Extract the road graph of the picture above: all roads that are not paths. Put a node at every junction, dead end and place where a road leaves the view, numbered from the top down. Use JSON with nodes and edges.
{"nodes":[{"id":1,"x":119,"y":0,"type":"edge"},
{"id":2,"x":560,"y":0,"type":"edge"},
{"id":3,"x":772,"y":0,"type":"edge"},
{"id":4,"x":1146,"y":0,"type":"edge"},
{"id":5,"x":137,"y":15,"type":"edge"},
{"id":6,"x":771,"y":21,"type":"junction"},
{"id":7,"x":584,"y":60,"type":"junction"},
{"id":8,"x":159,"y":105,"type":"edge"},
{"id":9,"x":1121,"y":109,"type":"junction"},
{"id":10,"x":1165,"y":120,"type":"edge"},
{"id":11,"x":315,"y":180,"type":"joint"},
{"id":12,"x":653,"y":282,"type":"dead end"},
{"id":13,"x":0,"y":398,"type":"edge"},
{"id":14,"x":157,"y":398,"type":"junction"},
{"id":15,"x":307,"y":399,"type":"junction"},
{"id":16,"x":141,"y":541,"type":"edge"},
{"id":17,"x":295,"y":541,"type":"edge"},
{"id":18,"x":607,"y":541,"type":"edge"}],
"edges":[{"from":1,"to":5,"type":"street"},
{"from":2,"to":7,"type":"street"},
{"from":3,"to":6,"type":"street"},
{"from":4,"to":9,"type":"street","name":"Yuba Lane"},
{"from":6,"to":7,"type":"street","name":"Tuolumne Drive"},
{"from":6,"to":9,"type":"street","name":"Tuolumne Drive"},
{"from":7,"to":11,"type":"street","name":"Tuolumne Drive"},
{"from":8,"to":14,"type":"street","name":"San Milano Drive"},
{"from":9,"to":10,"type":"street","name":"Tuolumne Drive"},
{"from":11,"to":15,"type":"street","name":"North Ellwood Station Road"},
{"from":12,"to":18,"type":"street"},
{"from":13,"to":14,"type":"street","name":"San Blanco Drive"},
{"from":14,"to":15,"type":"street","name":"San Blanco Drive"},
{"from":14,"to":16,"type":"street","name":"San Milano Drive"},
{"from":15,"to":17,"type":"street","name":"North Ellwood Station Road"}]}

* * *

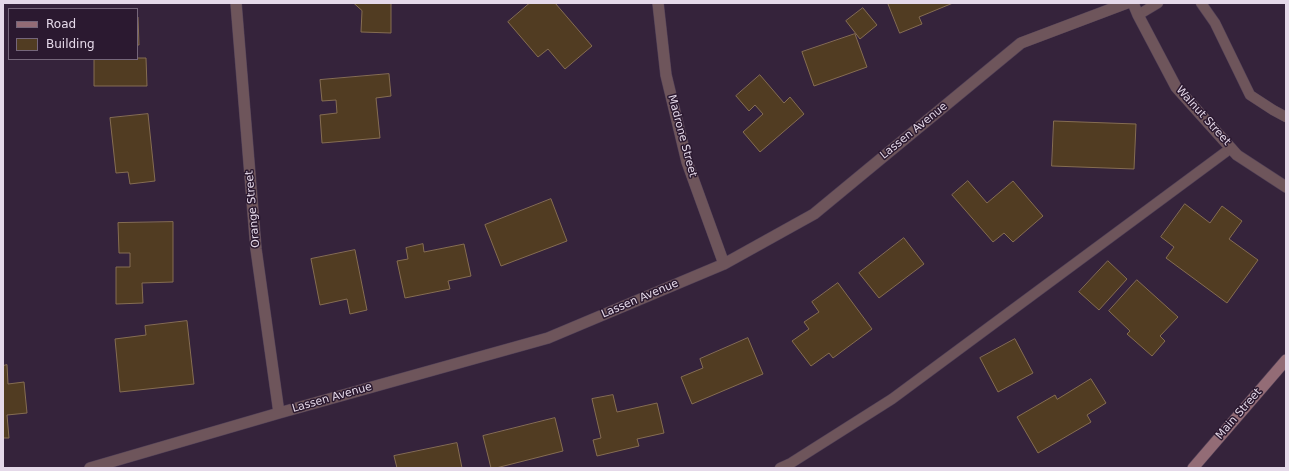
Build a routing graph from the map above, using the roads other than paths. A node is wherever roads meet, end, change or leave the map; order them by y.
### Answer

==

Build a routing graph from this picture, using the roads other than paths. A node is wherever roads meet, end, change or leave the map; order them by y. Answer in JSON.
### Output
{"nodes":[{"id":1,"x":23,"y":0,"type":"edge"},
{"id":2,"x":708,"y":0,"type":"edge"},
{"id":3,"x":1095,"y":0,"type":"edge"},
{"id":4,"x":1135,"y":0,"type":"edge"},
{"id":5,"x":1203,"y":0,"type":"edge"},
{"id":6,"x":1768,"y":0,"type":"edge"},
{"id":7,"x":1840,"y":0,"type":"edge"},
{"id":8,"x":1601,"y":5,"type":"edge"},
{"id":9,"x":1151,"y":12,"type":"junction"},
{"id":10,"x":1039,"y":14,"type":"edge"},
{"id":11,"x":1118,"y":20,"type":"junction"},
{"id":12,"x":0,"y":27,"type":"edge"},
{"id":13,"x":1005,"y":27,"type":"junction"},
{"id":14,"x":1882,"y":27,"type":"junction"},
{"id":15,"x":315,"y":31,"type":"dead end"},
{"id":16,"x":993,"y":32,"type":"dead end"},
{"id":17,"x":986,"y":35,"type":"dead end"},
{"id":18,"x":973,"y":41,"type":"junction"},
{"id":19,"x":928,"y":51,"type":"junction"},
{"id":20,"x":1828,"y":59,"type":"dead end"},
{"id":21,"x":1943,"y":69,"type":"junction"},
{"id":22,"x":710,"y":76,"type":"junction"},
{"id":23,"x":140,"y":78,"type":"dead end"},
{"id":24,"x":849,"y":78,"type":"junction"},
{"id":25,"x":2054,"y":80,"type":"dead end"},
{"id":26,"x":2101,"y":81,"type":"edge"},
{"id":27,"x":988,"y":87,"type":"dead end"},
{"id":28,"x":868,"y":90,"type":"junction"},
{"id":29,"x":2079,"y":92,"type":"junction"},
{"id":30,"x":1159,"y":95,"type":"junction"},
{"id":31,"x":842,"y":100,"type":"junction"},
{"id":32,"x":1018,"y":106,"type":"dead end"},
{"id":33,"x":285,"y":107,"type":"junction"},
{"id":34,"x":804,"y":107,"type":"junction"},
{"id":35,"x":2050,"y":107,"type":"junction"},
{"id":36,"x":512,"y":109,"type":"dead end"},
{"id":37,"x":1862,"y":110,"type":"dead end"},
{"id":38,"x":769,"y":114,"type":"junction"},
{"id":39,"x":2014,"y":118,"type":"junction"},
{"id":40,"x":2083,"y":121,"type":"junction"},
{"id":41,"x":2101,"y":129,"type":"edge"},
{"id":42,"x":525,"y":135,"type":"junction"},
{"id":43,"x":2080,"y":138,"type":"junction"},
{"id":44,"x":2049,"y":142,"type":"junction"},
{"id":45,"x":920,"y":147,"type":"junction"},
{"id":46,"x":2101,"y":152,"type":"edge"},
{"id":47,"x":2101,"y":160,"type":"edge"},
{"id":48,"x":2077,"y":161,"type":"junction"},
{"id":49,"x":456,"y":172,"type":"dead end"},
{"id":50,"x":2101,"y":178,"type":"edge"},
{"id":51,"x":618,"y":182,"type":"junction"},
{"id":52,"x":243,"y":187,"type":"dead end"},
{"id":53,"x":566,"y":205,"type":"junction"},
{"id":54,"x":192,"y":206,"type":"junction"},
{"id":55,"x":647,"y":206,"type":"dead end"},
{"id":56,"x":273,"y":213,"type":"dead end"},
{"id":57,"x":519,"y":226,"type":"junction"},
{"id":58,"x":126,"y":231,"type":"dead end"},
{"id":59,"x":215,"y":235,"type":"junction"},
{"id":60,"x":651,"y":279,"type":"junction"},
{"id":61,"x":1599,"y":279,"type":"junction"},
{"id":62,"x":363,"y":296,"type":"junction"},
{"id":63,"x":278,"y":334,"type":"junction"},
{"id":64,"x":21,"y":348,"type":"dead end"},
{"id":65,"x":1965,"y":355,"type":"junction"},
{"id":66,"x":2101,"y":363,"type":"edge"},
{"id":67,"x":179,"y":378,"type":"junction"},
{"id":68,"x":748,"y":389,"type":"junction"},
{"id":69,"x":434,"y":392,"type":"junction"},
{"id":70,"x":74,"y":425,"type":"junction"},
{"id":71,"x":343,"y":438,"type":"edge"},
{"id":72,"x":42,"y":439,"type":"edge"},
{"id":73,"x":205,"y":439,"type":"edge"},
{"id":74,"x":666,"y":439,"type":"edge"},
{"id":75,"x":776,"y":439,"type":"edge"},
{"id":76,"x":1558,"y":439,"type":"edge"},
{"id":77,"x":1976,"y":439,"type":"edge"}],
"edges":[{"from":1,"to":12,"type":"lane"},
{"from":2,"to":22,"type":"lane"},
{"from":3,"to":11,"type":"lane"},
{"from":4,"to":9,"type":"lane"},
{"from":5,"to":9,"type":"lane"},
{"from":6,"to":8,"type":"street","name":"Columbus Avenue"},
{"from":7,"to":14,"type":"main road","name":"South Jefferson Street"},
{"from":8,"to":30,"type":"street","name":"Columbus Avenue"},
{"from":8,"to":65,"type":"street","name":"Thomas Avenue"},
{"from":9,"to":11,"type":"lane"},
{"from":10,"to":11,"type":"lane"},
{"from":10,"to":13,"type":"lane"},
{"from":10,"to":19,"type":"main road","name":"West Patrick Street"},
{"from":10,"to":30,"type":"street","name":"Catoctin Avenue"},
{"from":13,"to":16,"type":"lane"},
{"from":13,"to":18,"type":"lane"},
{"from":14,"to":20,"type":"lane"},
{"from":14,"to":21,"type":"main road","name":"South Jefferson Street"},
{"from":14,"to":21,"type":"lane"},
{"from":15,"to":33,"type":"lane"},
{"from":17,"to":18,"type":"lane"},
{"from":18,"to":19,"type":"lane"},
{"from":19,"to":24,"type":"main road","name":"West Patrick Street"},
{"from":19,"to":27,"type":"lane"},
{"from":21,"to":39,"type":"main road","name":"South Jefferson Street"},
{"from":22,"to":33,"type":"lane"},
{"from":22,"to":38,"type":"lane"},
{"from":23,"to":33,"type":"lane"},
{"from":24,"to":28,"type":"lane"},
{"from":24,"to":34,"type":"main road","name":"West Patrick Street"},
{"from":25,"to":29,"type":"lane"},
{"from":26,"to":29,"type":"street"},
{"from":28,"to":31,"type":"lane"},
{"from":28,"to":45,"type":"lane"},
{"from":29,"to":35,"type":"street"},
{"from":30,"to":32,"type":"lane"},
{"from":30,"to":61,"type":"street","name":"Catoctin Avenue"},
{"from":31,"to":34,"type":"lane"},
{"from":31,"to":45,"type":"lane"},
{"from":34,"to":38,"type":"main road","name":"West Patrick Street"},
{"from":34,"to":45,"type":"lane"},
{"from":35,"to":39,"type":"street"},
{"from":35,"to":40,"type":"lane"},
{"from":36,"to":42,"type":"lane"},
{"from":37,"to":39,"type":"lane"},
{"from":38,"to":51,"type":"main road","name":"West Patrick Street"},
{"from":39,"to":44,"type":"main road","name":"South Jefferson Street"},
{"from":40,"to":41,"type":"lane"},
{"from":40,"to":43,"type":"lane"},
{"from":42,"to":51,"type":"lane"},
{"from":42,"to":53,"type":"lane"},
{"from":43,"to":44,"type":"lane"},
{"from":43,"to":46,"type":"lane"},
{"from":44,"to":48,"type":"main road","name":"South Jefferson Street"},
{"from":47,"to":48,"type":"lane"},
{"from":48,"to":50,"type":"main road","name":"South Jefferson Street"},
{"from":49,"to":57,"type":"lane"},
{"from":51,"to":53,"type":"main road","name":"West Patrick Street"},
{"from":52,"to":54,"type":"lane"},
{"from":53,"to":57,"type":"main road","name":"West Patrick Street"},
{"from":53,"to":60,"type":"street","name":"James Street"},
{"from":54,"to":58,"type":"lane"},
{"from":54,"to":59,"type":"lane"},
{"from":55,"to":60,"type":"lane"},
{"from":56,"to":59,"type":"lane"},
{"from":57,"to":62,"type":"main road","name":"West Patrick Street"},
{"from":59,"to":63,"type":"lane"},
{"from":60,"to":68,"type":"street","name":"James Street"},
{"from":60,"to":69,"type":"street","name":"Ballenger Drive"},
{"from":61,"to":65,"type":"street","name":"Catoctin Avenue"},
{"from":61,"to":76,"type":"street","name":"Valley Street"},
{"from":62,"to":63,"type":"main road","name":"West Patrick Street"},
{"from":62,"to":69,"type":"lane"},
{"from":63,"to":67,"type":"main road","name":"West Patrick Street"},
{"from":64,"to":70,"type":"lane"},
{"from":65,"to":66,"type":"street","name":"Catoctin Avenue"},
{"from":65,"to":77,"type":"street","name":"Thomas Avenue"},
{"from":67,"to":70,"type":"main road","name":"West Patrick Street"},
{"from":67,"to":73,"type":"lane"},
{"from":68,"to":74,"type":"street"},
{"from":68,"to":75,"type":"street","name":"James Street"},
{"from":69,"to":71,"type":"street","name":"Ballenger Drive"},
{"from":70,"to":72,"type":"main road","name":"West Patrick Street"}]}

» **DIRECTIONS**: Every line in the data that holds "other" should be copied out.

» **THE COMPLETED TASK**:
Build a routing graph from the map above, using the roads other than paths. A node is wherever roads meet, end, change or leave the map; order them by y.
Build a routing graph from this picture, using the roads other than paths. A node is wherever roads meet, end, change or leave the map; order them by y. Answer in JSON.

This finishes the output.